▶ **Try it**:
Among the records, find the lines that hold the string "junction" and return them.

▶ **Entries provided**:

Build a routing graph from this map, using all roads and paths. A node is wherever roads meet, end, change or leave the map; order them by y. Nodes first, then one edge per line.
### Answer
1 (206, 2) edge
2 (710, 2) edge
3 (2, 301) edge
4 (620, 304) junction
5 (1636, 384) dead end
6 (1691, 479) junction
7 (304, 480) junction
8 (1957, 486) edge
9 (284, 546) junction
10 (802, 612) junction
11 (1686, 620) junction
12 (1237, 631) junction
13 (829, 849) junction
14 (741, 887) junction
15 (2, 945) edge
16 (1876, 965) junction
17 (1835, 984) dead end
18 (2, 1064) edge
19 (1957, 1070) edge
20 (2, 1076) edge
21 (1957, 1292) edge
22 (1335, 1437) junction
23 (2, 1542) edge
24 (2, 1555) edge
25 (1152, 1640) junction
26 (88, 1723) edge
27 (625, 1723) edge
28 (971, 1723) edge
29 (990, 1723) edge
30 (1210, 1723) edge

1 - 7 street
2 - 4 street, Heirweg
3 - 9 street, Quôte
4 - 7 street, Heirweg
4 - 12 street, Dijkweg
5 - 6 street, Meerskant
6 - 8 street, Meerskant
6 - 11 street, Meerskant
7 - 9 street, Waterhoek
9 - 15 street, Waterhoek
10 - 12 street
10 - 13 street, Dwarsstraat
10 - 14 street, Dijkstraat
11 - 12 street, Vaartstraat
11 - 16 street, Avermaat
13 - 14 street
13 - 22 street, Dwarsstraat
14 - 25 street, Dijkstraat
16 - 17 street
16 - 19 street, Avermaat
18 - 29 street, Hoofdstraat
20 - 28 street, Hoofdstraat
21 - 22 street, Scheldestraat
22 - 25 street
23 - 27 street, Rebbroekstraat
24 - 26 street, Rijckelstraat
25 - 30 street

▶ **Expected answer**:
4 (620, 304) junction
6 (1691, 479) junction
7 (304, 480) junction
9 (284, 546) junction
10 (802, 612) junction
11 (1686, 620) junction
12 (1237, 631) junction
13 (829, 849) junction
14 (741, 887) junction
16 (1876, 965) junction
22 (1335, 1437) junction
25 (1152, 1640) junction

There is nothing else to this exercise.